George S. Cembrowski, MD, PhD and Julie Chan, BSc (MLS), MLT
Department of Laboratory Medicine and Pathology, University of Alberta Hospital, Edmonton, Alberta

Many laboratorians realize that the normal range (health-associated reference interval) of certain clinical chemistry tests varies significantly by race. In addition to pathologic change, these differences can arise from socioeconomic and / or genetic variation. Because clinical laboratories usually do not collect race information, the reference intervals used by most US laboratories cannot accurately represent all of its patient customers. We have compared reference intervals for US Mexican Americans (MA), nonHispanic Blacks (NHB) and nonHispanic Whites (NHW) which were derived from the 3rd U.S. National Health and Nutrition Examination Survey (graphical reference interval summaries stratified by age, sex and race are available at www.mylaboratoryquality.com).

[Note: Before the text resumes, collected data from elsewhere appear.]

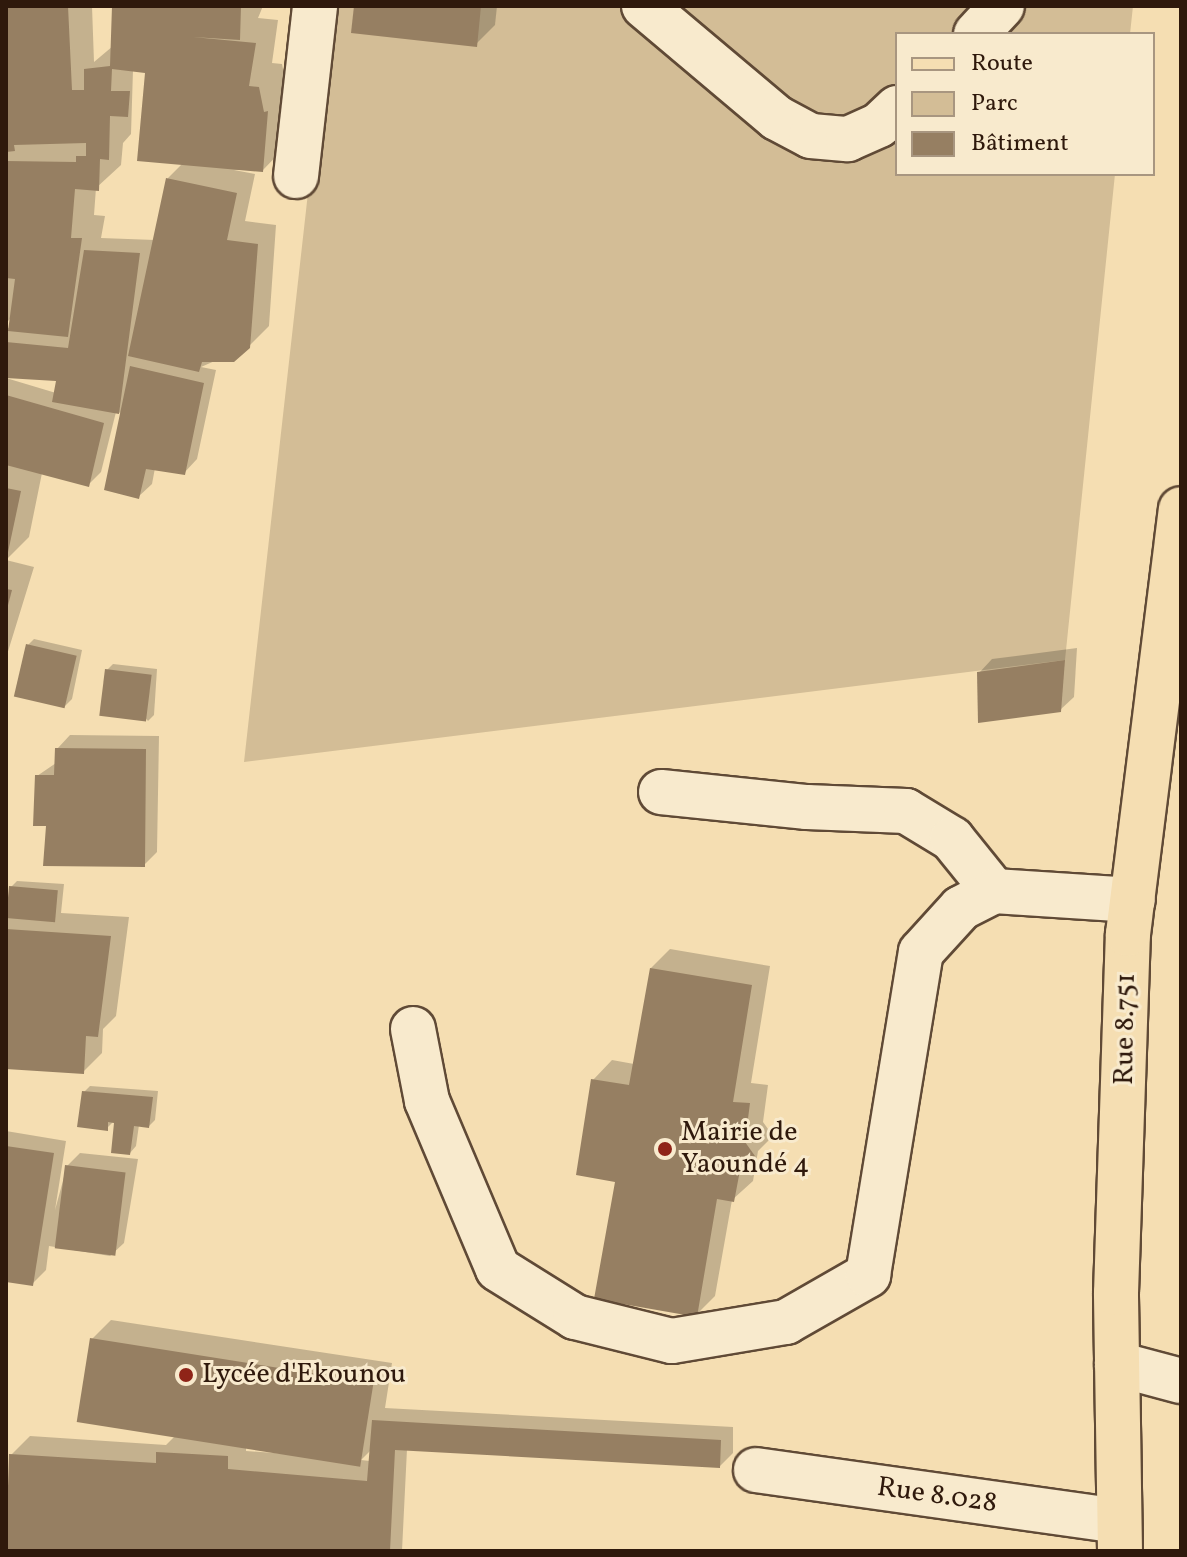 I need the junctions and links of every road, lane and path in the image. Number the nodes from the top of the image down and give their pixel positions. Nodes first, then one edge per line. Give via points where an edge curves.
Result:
1 (315, 6) edge
2 (644, 6) edge
3 (1002, 6) edge
4 (978, 32) edge
5 (895, 110) edge
6 (296, 176) dead end
7 (1181, 509) edge
8 (661, 792) dead end
9 (994, 891) junction
10 (1133, 900) junction
11 (413, 1029) dead end
12 (1117, 1364) junction
13 (1181, 1381) edge
14 (756, 1470) dead end
15 (1119, 1536) edge

1 - 6 street
2 - 5 street via 777,118 811,136 848,139 879,125
3 - 4 street
7 - 10 main road, Rue 8.751
8 - 9 street via 906,811 952,839
9 - 10 street
9 - 11 street via 961,908 921,952 868,1275 786,1322 672,1341 575,1317 498,1269 427,1101
10 - 12 main road, Rue 8.751
12 - 13 street
12 - 15 main road, Rue 8.751
14 - 15 street, Rue 8.028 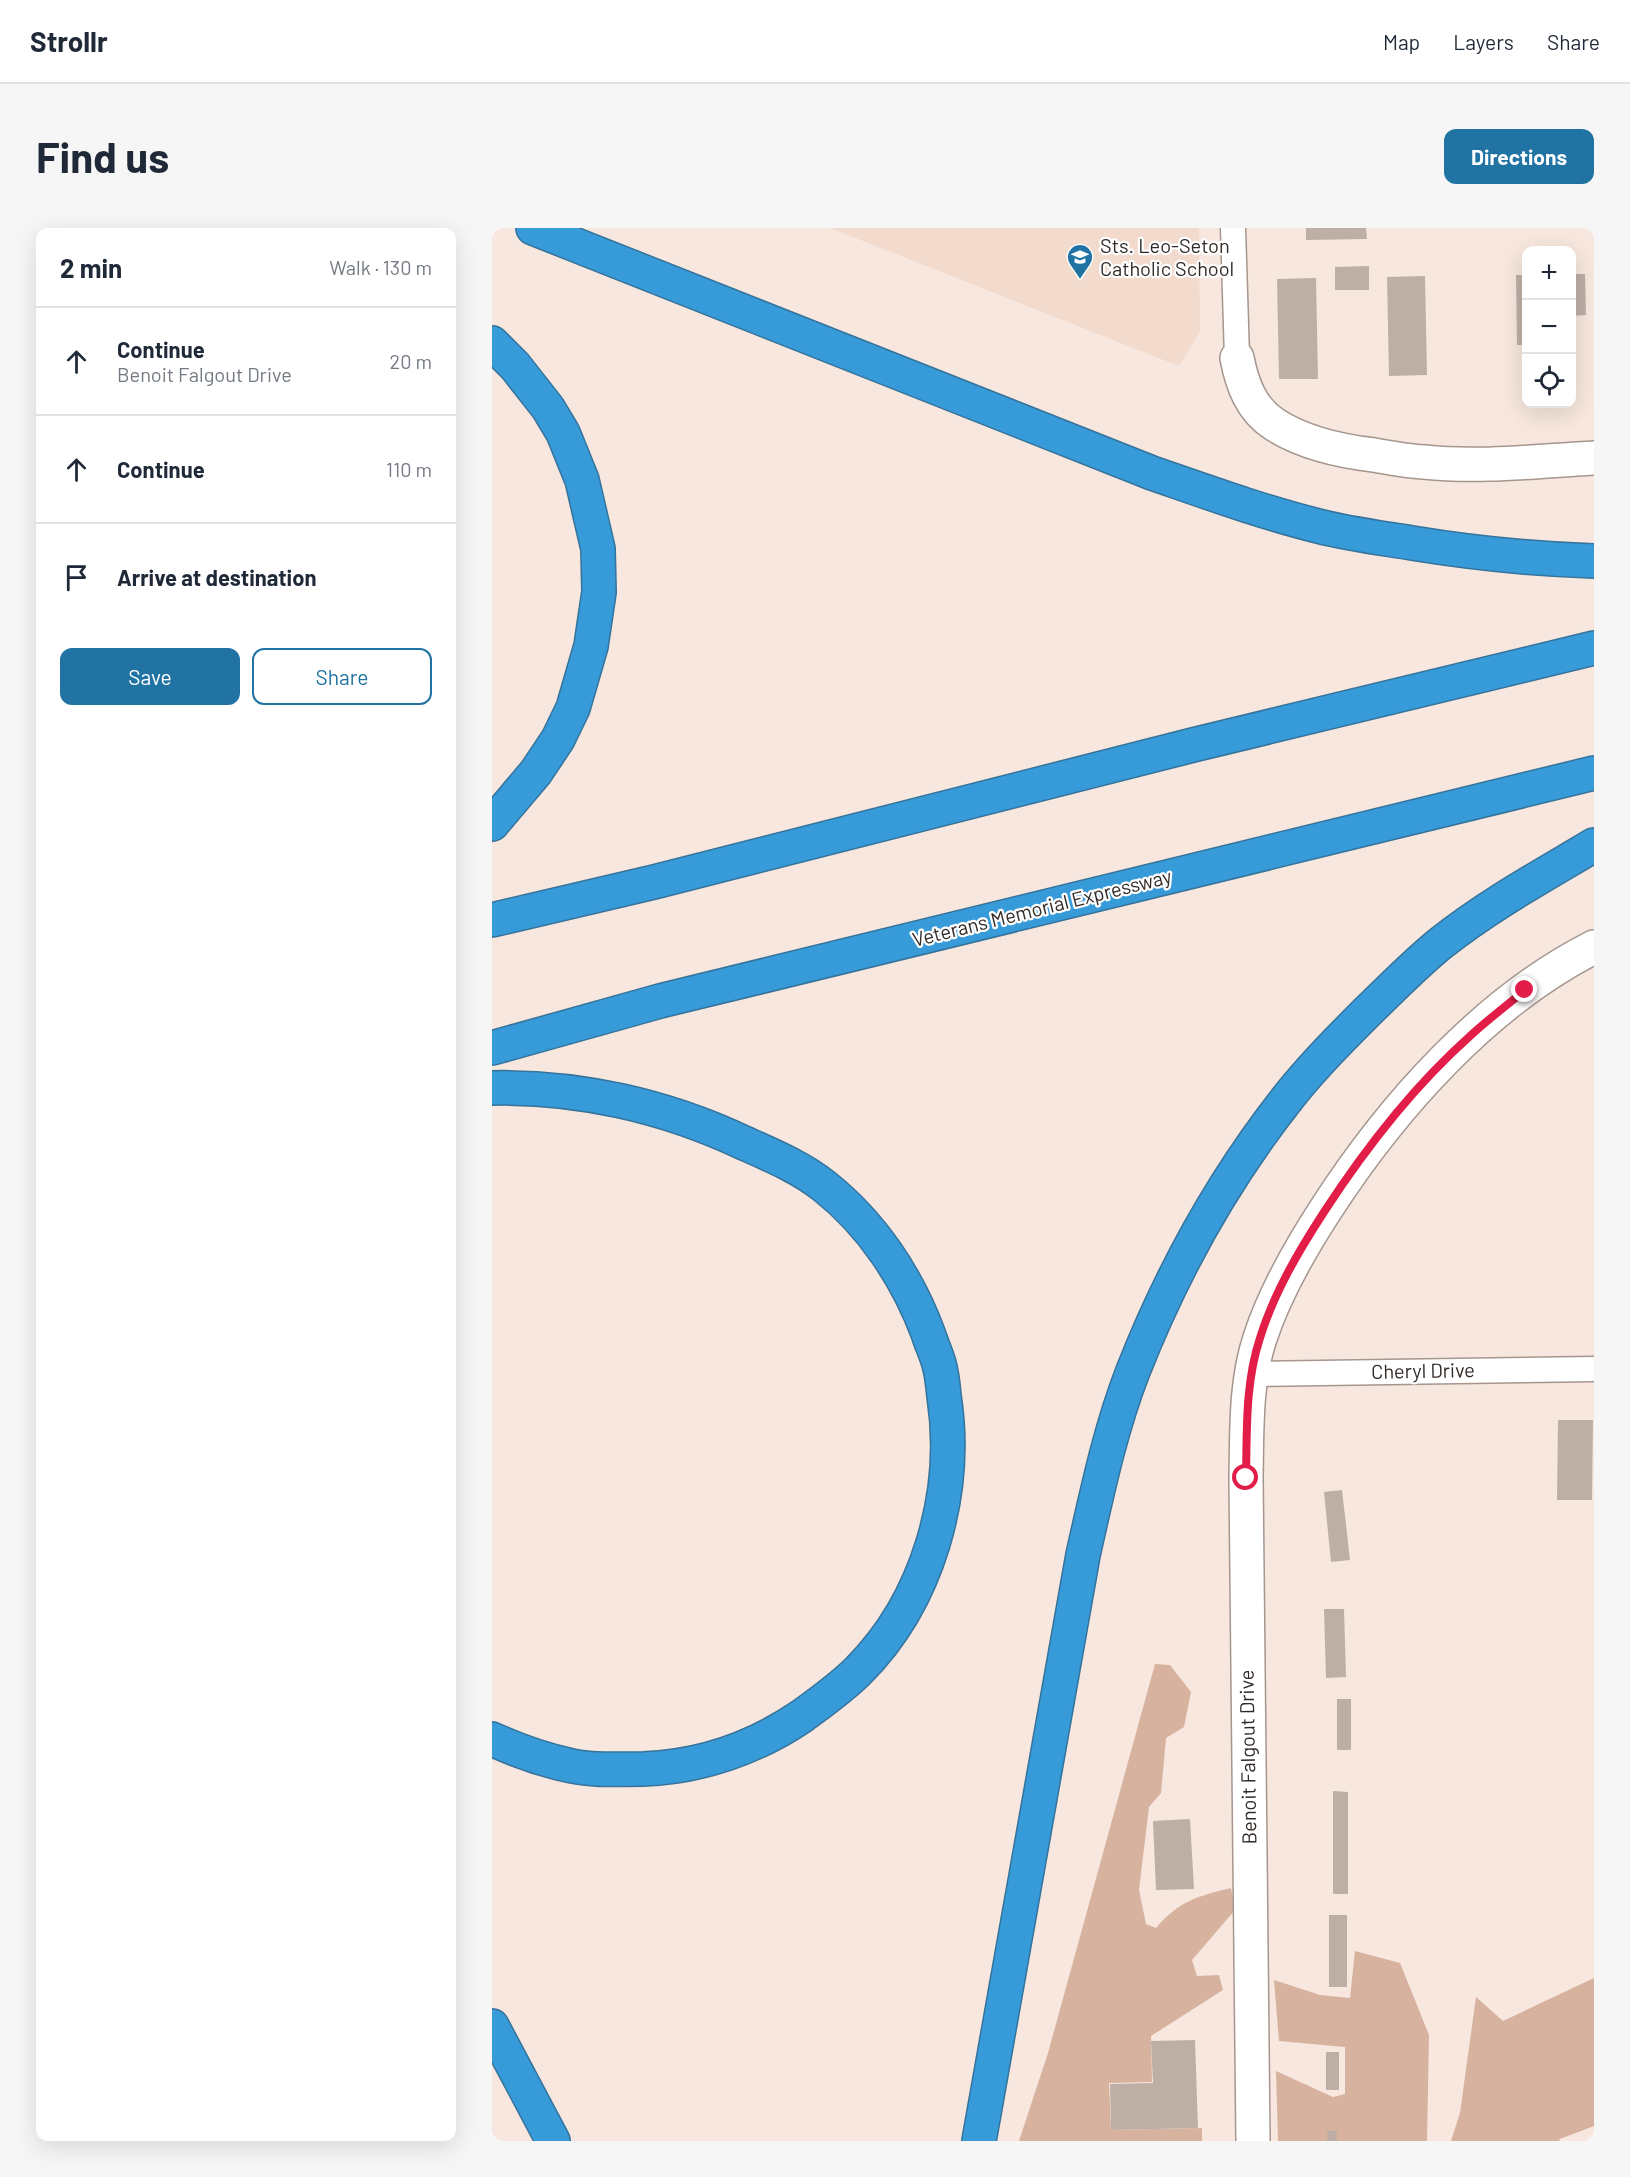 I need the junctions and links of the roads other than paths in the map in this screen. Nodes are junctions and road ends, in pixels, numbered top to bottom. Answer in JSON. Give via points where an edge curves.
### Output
{"nodes":[{"id":1,"x":533,"y":228,"type":"edge"},
{"id":2,"x":1233,"y":228,"type":"edge"},
{"id":3,"x":492,"y":343,"type":"edge"},
{"id":4,"x":1237,"y":358,"type":"joint"},
{"id":5,"x":1594,"y":458,"type":"edge"},
{"id":6,"x":1594,"y":561,"type":"edge"},
{"id":7,"x":1594,"y":648,"type":"edge"},
{"id":8,"x":1594,"y":773,"type":"edge"},
{"id":9,"x":492,"y":824,"type":"edge"},
{"id":10,"x":1594,"y":845,"type":"edge"},
{"id":11,"x":492,"y":920,"type":"edge"},
{"id":12,"x":1594,"y":947,"type":"edge"},
{"id":13,"x":492,"y":1048,"type":"edge"},
{"id":14,"x":492,"y":1088,"type":"edge"},
{"id":15,"x":1594,"y":1368,"type":"edge"},
{"id":16,"x":1252,"y":1374,"type":"junction"},
{"id":17,"x":492,"y":1739,"type":"edge"},
{"id":18,"x":492,"y":2026,"type":"edge"},
{"id":19,"x":553,"y":2141,"type":"edge"},
{"id":20,"x":980,"y":2141,"type":"edge"},
{"id":21,"x":1253,"y":2141,"type":"edge"}],
"edges":[{"from":1,"to":6,"type":"highway","via":[[1218,496],[1318,526],[1368,536],[1476,553]]},
{"from":2,"to":4,"type":"street"},
{"from":3,"to":9,"type":"highway","via":[[515,366],[563,433],[582,480],[598,549],[599,592],[591,646],[573,708],[536,772]]},
{"from":4,"to":5,"type":"street","via":[[1247,395],[1257,409],[1297,436],[1326,446],[1361,454],[1462,464]]},
{"from":7,"to":11,"type":"highway"},
{"from":8,"to":13,"type":"highway","name":"Veterans Memorial Expressway","via":[[660,1001]]},
{"from":10,"to":20,"type":"highway","via":[[1486,909],[1408,971],[1333,1046],[1290,1094],[1221,1191],[1169,1287],[1129,1383],[1102,1468],[1083,1555]]},
{"from":12,"to":16,"type":"street","name":"Benoit Falgout Drive","via":[[1525,990],[1468,1037],[1383,1128],[1346,1178],[1287,1273],[1259,1340]]},
{"from":14,"to":17,"type":"highway","via":[[567,1090],[673,1115],[792,1165],[824,1186],[878,1240],[918,1308],[939,1365],[949,1445],[936,1537],[918,1583],[896,1623],[857,1672],[824,1701],[782,1729],[706,1761],[652,1768],[575,1767],[524,1753]]},
{"from":15,"to":16,"type":"street","name":"Cheryl Drive"},
{"from":16,"to":21,"type":"street","name":"Benoit Falgout Drive","via":[[1247,1411],[1246,1490]]},
{"from":18,"to":19,"type":"highway"}]}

When evaluating male and female 2.5 percentile (P) and 97.5P reference intervals, the following analytes demonstrated multiple statistically significant differences (p<0.01) between MA and NHB or MA and NHW or NHB and NHW: creatinine, triglycerides, total protein, iron, albumin, phosphate, urea nitrogen, ALT and AST. To illustrate, the male NHB 97.5P for total protein averages 3.9 percent higher than that of the male NHW (p<0.01). Albumins are 5.0 percent higher in female NHB than in female NHW (p<0.01). Because the US upper reference limit for total protein usually represents that of the NHW, many NHB are probably unnecessarily worked up for hyperproteinemia. Another example is ALT, with the female NHB ALT 97.5P limit being 53 percent and 46 percent less than that of the MA and NHW respectively. Male NHB have ALT, which are 27 percent and 10 percent less than MA and NHW. US ALT reference intervals have been gradually broadening due to increasing rates of obesity and resulting metabolic syndrome. This broadening may be due to the incorporation of overweight MA and NHW into reference interval estimations. This broadened common reference interval decreases the sensitivity to detect occult liver disease in NHB. It is incumbent on the clinical laboratory to provide more meaningful reference intervals for its patients. Otherwise, many of the improvement processes external to the interpretation phase are rendered ineffective.